Later in the summer, the postwar doubts would be raised again, at the July 23 meeting memorialized in the Downing Street Memo. Richard Dearlove, then head of MI6, the British intelligence service, reported on his meetings with senior Bush officials. At one point, Dearlove said, "There was little discussion in Washington of the aftermath after military action."

Republican Party Chairman Ken Mehlman, appearing June 5 on "Meet the Press," disagreed with Dearlove's remark. "I think that there was clearly planning that occurred."

The Blair government, unlike its U.S. counterparts, always doubted that coalition troops would be uniformly welcomed, and sought U.N. participation in the invasion in part to set the stage for an international occupation and reconstruction of Iraq, said British officials interviewed recently. London was aware that the State Department had studied how to deal with an invasion's aftermath. But the British government was "shocked," in the words of one official, "when we discovered that in the postwar period the Defense Department would still be running the show."

The Downing Street Memo has been the subject of debate since the London Sunday Times first published it May 1. Opponents of the war say it proved the Bush administration was determined to invade months before the president said he made that decision.

Neither Bush nor Blair has publicly challenged the authenticity of the July 23 memo, nor has Dearlove spoken publicly about it. One British diplomat said there are different interpretations.

Last week, it was the subject of questions posed to Blair and Bush during the former's visit to Washington.

Asked about Dearlove being quoted as saying that in the United States, intelligence was being "fixed around the policy" of removing Hussein by military action, Blair said, "No, the facts were not being fixed in any shape or form at all." He then went on to discuss the British plan, outlined in the memo, to go to the United Nations to get weapons inspectors back into Iraq.

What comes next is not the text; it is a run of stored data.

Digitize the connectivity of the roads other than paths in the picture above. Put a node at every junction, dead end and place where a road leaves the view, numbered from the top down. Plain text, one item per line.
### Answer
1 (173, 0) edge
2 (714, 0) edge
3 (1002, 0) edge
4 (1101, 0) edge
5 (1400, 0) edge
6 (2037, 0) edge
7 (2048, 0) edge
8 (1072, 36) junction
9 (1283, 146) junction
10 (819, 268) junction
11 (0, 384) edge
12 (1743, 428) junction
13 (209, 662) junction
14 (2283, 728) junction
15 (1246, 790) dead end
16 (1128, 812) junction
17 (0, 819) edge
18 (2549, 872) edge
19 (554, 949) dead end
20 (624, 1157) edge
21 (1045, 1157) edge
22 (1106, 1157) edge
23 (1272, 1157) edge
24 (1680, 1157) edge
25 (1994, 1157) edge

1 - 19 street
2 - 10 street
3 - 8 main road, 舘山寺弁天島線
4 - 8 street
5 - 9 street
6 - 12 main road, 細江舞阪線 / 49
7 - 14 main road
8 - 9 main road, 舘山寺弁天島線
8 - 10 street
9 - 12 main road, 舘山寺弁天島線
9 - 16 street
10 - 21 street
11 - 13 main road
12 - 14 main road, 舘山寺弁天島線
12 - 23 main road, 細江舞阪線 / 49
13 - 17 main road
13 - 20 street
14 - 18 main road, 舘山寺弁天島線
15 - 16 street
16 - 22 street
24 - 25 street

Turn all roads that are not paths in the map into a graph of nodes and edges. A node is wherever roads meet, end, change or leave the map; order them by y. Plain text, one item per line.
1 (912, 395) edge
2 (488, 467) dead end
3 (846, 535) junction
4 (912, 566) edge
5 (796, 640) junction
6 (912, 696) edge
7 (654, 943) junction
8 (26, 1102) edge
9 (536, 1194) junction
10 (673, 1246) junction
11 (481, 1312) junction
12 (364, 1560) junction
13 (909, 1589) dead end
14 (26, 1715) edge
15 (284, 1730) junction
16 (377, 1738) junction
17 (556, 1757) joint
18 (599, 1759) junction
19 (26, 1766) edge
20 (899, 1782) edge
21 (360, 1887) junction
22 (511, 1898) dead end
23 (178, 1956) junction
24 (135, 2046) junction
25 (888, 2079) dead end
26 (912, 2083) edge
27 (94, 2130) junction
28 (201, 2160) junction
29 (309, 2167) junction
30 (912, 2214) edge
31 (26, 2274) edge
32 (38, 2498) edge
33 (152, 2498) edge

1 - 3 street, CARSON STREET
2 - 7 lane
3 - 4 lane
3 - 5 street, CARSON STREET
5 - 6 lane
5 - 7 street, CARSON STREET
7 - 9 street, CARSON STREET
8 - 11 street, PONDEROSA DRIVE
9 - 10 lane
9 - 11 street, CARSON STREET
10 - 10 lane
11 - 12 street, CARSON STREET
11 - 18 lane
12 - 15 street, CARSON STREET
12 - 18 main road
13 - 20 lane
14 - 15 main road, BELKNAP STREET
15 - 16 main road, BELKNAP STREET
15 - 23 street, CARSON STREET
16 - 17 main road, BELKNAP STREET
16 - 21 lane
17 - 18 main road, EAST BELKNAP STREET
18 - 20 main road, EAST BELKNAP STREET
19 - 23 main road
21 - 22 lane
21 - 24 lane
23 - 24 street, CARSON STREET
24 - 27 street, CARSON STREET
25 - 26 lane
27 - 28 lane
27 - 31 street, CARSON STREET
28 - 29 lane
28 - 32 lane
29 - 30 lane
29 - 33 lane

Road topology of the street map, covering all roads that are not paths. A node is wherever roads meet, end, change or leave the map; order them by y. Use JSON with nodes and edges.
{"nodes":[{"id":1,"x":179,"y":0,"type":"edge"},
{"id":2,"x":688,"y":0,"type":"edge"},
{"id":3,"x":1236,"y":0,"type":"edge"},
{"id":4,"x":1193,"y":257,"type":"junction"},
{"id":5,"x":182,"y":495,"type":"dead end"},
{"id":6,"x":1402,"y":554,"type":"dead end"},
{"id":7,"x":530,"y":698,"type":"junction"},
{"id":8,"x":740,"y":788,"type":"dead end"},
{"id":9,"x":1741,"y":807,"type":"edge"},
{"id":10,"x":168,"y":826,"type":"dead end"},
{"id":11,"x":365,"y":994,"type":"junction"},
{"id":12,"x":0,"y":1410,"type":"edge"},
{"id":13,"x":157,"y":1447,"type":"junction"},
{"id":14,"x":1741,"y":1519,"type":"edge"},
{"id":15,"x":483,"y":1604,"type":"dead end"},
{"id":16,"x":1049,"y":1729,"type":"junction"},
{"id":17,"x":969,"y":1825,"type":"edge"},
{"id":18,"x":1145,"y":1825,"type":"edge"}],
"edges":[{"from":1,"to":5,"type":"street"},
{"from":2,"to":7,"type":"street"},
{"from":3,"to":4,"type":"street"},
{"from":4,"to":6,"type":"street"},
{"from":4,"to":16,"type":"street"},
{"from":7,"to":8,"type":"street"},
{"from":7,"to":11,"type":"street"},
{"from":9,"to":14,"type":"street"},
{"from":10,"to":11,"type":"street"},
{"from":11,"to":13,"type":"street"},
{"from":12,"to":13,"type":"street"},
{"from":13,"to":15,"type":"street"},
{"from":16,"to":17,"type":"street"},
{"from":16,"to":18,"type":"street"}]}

Bush said he had read "characterizations of the memo," pointing out that it was released in the middle of Blair's reelection campaign, and that the United States and Britain went to the United Nations to exhaust diplomatic options before the invasion.
source: http://www.washingtonpost.com/wp-dyn...100723_pf.html

from today's washington post.
have you noticed the degree to which stories like this are released over the weekend, kept out of the papers earlier in the workweek, when more folk are paying attention to the news?

this particular memo is confirmation of problems that appeared pretty obvious to folk who did not support the war and so were not as caught up in the round of "public diplomacy"/marketing of it carried out by the administration and its comrades in the right media.
the bush people did not have a plan.
apparently, the fantasies that emanated from paul wolfowitz about a qucik conventional military war and postwar period that would primarily be taken up with triumphant doughboys being showered with flowers by grateful iraqis in fact WAS the plan.
there still is no plan.

in a way, this thread is like reading an anarchist magazine in the odl scholl mode--hoping to find evidence for the revolution they knew was coming any minute now, any monute now, these journals would publish accounts of isolated actions apread across space and time, but juxtaposed in the journals so that a reader might think, were these journals their gateway to information about the world, the revolution was in fact about to break out everywhere.
but these journals were always mostly about the desires of the folk who assembled them.
not about the reality those desires were directed toward.

here, you see folk from more conservative dispositions who really wish that the war in iraq was either legitimate in itself or at least could be legitimated through "good works" constructing a collage of iraq as they would prefer to see it.

but the problems of the war itself, the lying that shaped consent, the cynical usage of the "war on terror" and so forth--these problems do not and will not go away.

i expect that the revelations about the magnitude of this administrations inetpness will only get worse.

the consequences of this ineptness are best shown by looking at the body count.

it also gives reason to question every narrative generated by the administration concerning what is happening in iraq.